Advanced technology from ENER-G
Consumers can now reap the rewards of flexible energy purchasing with enhanced risk management protection thanks to next-generation technology from ENER-G Procurement. ENER-G Procurement’s new RiskManager software monitors wholesale market prices in real time, automatically tracking, recording and reporting market movements as they happen to support decision making.
ENER-G’s analysts work closely with customers to develop a personalised purchasing and risk management strategy and a detailed implementation programme. RiskManager then automatically prompts for action, based on this strategy, helping the analysts to finetune each transaction within the constraints of the pre-defined risk limits.
“By projecting market activity and tracking live evolution of the price curve throughout the day, our technology helps us to anticipate actions, and then identify the most opportune time to place trades for our customers,” said Mark Alston, General Manager of ENER-G Procurement.
“Unlike other energy brokers’ systems, RiskManager removes the human error of position monitoring, automatically alerting our team when a customer’s limit or trigger is approaching.
“It’s all about precision timing and informed negotiation. A failure to act in real time can mean budget limits are exceeded or price opportunities missed. Our analysts are able to see the second-by-second evolution of a market price, and are provided with prompts on the required action specific to each customer.”

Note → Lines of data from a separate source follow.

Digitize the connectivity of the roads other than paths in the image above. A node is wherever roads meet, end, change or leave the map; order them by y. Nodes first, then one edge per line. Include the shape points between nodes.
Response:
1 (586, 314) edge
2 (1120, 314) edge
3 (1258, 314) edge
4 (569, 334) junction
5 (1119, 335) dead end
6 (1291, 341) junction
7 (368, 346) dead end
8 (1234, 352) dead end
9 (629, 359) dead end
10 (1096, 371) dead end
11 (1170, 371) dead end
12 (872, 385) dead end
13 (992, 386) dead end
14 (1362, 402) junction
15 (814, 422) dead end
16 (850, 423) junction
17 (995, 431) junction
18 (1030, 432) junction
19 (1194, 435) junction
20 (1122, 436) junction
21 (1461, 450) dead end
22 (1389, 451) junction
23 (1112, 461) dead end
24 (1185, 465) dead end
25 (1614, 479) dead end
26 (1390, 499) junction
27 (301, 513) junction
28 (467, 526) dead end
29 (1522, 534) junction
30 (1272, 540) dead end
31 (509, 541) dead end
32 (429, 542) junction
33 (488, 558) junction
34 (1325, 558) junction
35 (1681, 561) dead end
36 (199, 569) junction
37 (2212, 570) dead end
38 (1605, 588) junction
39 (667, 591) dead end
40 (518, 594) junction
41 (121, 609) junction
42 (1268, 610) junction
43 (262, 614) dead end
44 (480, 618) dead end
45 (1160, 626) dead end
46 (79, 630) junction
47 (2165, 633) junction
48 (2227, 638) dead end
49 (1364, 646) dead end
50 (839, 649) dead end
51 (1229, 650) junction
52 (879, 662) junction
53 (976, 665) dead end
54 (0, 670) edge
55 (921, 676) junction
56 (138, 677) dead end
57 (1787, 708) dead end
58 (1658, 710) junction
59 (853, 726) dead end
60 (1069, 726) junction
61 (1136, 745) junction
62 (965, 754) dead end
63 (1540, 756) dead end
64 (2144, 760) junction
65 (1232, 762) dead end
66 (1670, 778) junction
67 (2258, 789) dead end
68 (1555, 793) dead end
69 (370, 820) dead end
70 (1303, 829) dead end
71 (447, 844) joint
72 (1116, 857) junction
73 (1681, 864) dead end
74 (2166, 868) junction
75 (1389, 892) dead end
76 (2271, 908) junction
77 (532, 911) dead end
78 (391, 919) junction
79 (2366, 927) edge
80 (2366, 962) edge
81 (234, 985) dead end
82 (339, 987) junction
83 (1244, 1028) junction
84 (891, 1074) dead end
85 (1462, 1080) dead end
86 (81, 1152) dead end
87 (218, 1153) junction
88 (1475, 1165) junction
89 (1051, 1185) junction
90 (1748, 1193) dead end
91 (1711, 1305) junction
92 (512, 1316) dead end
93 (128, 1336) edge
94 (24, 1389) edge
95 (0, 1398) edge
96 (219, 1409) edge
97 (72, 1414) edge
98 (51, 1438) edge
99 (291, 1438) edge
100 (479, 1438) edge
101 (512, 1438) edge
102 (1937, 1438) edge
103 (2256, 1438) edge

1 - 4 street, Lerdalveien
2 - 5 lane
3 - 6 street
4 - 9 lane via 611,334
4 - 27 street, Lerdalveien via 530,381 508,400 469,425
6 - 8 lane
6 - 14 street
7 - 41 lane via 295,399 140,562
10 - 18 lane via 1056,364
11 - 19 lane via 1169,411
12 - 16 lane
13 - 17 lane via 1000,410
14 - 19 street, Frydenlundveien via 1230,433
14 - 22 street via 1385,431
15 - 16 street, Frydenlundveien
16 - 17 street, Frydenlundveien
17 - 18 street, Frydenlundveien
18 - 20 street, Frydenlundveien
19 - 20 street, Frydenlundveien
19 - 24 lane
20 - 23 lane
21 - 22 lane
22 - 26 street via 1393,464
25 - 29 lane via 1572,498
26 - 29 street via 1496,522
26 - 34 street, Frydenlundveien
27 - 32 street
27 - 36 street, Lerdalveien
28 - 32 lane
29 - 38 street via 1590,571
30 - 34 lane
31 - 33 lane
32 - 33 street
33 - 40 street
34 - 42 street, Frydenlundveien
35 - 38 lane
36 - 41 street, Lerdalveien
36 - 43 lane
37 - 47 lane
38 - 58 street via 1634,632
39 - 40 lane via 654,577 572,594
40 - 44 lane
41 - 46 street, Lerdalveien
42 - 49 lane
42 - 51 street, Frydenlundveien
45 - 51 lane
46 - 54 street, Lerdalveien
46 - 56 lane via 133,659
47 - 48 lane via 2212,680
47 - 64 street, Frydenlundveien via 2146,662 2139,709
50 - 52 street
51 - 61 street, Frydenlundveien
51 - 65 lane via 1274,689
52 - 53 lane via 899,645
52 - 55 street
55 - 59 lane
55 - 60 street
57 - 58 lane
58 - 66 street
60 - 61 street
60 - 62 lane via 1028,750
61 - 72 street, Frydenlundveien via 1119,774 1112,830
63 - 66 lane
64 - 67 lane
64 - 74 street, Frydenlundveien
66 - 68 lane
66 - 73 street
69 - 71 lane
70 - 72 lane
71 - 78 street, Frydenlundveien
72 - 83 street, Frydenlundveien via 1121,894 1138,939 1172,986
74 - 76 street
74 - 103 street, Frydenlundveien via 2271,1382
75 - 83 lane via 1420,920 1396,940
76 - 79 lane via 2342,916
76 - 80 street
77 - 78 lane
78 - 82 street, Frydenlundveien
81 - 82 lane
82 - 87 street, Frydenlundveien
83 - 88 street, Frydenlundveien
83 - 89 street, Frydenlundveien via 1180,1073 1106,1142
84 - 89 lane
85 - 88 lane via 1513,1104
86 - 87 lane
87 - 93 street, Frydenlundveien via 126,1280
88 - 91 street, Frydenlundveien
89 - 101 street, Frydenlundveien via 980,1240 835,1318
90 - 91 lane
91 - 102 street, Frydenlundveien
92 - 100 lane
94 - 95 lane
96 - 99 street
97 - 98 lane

This helps to ensure energy volumes are purchased (or excess generation is sold) when market prices are most advantageous, while an in-depth knowledge of live market trades and price history means ENER-G’s market specialists can negotiate from a strong position on the final price.
“A key feature of RiskManager is its use of Value at Risk (VaR) methodology to estimate the likely range of cost for the market exposure involved over an agreed time frame,” said Alston. This helps warn of future limit breaches rather than just reacting after the event.

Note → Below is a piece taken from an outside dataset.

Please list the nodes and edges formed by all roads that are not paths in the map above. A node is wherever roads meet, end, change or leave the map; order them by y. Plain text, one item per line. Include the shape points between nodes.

The system’s automatic Mark-to-Market (MTM) reporting also gives clients a regular update of the current market cost of completing all outstanding purchases. Benchmarking MTM against a pre-defined budget or alternative criteria provides the most up-to-date picture of performance, combining actual purchases already made with the current cost of completing all floating periods.
”Mark-to-Market, together with Value at Risk, provides us with the complete risk picture for our clients and helps us to inform their procurement decisions, for example to take early action, or to judge the risk of delayed purchasing,” Alston said.